▸ Task statement: Every entry is to be written out word for word.
─── Records supplied
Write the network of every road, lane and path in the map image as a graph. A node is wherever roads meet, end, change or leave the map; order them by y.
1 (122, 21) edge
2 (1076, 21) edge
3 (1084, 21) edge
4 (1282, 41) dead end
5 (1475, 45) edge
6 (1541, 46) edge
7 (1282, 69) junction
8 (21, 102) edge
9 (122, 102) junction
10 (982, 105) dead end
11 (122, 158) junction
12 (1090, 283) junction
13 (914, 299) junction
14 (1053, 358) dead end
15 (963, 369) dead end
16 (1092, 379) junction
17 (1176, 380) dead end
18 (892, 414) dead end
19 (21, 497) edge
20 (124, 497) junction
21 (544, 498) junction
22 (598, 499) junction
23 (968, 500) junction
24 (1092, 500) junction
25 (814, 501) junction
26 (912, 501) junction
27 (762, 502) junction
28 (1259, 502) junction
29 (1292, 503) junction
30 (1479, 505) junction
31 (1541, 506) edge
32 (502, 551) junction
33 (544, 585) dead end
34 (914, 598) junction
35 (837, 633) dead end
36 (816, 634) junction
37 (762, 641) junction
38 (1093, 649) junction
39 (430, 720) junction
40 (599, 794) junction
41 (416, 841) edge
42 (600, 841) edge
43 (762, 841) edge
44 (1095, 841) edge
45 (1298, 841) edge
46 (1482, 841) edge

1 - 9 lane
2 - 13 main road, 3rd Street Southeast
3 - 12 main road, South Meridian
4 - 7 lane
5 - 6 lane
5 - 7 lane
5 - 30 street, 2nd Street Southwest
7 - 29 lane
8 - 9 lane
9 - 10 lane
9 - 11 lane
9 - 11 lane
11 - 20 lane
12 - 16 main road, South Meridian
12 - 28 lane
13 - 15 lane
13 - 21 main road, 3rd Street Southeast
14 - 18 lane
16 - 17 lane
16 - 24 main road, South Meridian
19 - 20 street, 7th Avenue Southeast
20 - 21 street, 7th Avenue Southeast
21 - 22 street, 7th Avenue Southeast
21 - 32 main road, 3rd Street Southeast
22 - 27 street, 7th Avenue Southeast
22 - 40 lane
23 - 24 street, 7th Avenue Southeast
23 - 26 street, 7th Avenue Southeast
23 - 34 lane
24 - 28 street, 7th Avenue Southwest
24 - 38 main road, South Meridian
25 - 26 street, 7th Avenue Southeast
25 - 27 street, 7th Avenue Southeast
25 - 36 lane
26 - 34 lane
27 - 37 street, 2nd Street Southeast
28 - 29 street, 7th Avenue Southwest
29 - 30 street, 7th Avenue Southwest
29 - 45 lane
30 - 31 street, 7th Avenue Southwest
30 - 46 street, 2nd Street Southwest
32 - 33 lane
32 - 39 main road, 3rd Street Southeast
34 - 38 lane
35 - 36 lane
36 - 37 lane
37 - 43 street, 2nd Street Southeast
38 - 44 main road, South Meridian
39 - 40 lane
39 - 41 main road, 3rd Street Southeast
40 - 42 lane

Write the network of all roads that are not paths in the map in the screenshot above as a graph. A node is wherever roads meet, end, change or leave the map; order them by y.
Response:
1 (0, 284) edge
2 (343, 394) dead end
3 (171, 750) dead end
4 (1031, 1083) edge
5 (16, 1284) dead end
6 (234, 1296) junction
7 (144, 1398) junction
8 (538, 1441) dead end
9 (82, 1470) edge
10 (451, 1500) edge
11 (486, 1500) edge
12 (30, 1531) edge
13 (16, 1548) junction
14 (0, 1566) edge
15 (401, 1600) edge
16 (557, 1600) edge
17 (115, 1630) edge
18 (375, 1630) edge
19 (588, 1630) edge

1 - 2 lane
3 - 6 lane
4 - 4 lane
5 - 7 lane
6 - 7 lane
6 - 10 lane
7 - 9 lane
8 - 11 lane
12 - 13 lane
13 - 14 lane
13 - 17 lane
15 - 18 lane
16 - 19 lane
──────
▸ Answer for the task:
Write the network of every road, lane and path in the map image as a graph. A node is wherever roads meet, end, change or leave the map; order them by y.
1 (122, 21) edge
2 (1076, 21) edge
3 (1084, 21) edge
4 (1282, 41) dead end
5 (1475, 45) edge
6 (1541, 46) edge
7 (1282, 69) junction
8 (21, 102) edge
9 (122, 102) junction
10 (982, 105) dead end
11 (122, 158) junction
12 (1090, 283) junction
13 (914, 299) junction
14 (1053, 358) dead end
15 (963, 369) dead end
16 (1092, 379) junction
17 (1176, 380) dead end
18 (892, 414) dead end
19 (21, 497) edge
20 (124, 497) junction
21 (544, 498) junction
22 (598, 499) junction
23 (968, 500) junction
24 (1092, 500) junction
25 (814, 501) junction
26 (912, 501) junction
27 (762, 502) junction
28 (1259, 502) junction
29 (1292, 503) junction
30 (1479, 505) junction
31 (1541, 506) edge
32 (502, 551) junction
33 (544, 585) dead end
34 (914, 598) junction
35 (837, 633) dead end
36 (816, 634) junction
37 (762, 641) junction
38 (1093, 649) junction
39 (430, 720) junction
40 (599, 794) junction
41 (416, 841) edge
42 (600, 841) edge
43 (762, 841) edge
44 (1095, 841) edge
45 (1298, 841) edge
46 (1482, 841) edge

1 - 9 lane
2 - 13 main road, 3rd Street Southeast
3 - 12 main road, South Meridian
4 - 7 lane
5 - 6 lane
5 - 7 lane
5 - 30 street, 2nd Street Southwest
7 - 29 lane
8 - 9 lane
9 - 10 lane
9 - 11 lane
9 - 11 lane
11 - 20 lane
12 - 16 main road, South Meridian
12 - 28 lane
13 - 15 lane
13 - 21 main road, 3rd Street Southeast
14 - 18 lane
16 - 17 lane
16 - 24 main road, South Meridian
19 - 20 street, 7th Avenue Southeast
20 - 21 street, 7th Avenue Southeast
21 - 22 street, 7th Avenue Southeast
21 - 32 main road, 3rd Street Southeast
22 - 27 street, 7th Avenue Southeast
22 - 40 lane
23 - 24 street, 7th Avenue Southeast
23 - 26 street, 7th Avenue Southeast
23 - 34 lane
24 - 28 street, 7th Avenue Southwest
24 - 38 main road, South Meridian
25 - 26 street, 7th Avenue Southeast
25 - 27 street, 7th Avenue Southeast
25 - 36 lane
26 - 34 lane
27 - 37 street, 2nd Street Southeast
28 - 29 street, 7th Avenue Southwest
29 - 30 street, 7th Avenue Southwest
29 - 45 lane
30 - 31 street, 7th Avenue Southwest
30 - 46 street, 2nd Street Southwest
32 - 33 lane
32 - 39 main road, 3rd Street Southeast
34 - 38 lane
35 - 36 lane
36 - 37 lane
37 - 43 street, 2nd Street Southeast
38 - 44 main road, South Meridian
39 - 40 lane
39 - 41 main road, 3rd Street Southeast
40 - 42 lane

Write the network of all roads that are not paths in the map in the screenshot above as a graph. A node is wherever roads meet, end, change or leave the map; order them by y.
Response:
1 (0, 284) edge
2 (343, 394) dead end
3 (171, 750) dead end
4 (1031, 1083) edge
5 (16, 1284) dead end
6 (234, 1296) junction
7 (144, 1398) junction
8 (538, 1441) dead end
9 (82, 1470) edge
10 (451, 1500) edge
11 (486, 1500) edge
12 (30, 1531) edge
13 (16, 1548) junction
14 (0, 1566) edge
15 (401, 1600) edge
16 (557, 1600) edge
17 (115, 1630) edge
18 (375, 1630) edge
19 (588, 1630) edge

1 - 2 lane
3 - 6 lane
4 - 4 lane
5 - 7 lane
6 - 7 lane
6 - 10 lane
7 - 9 lane
8 - 11 lane
12 - 13 lane
13 - 14 lane
13 - 17 lane
15 - 18 lane
16 - 19 lane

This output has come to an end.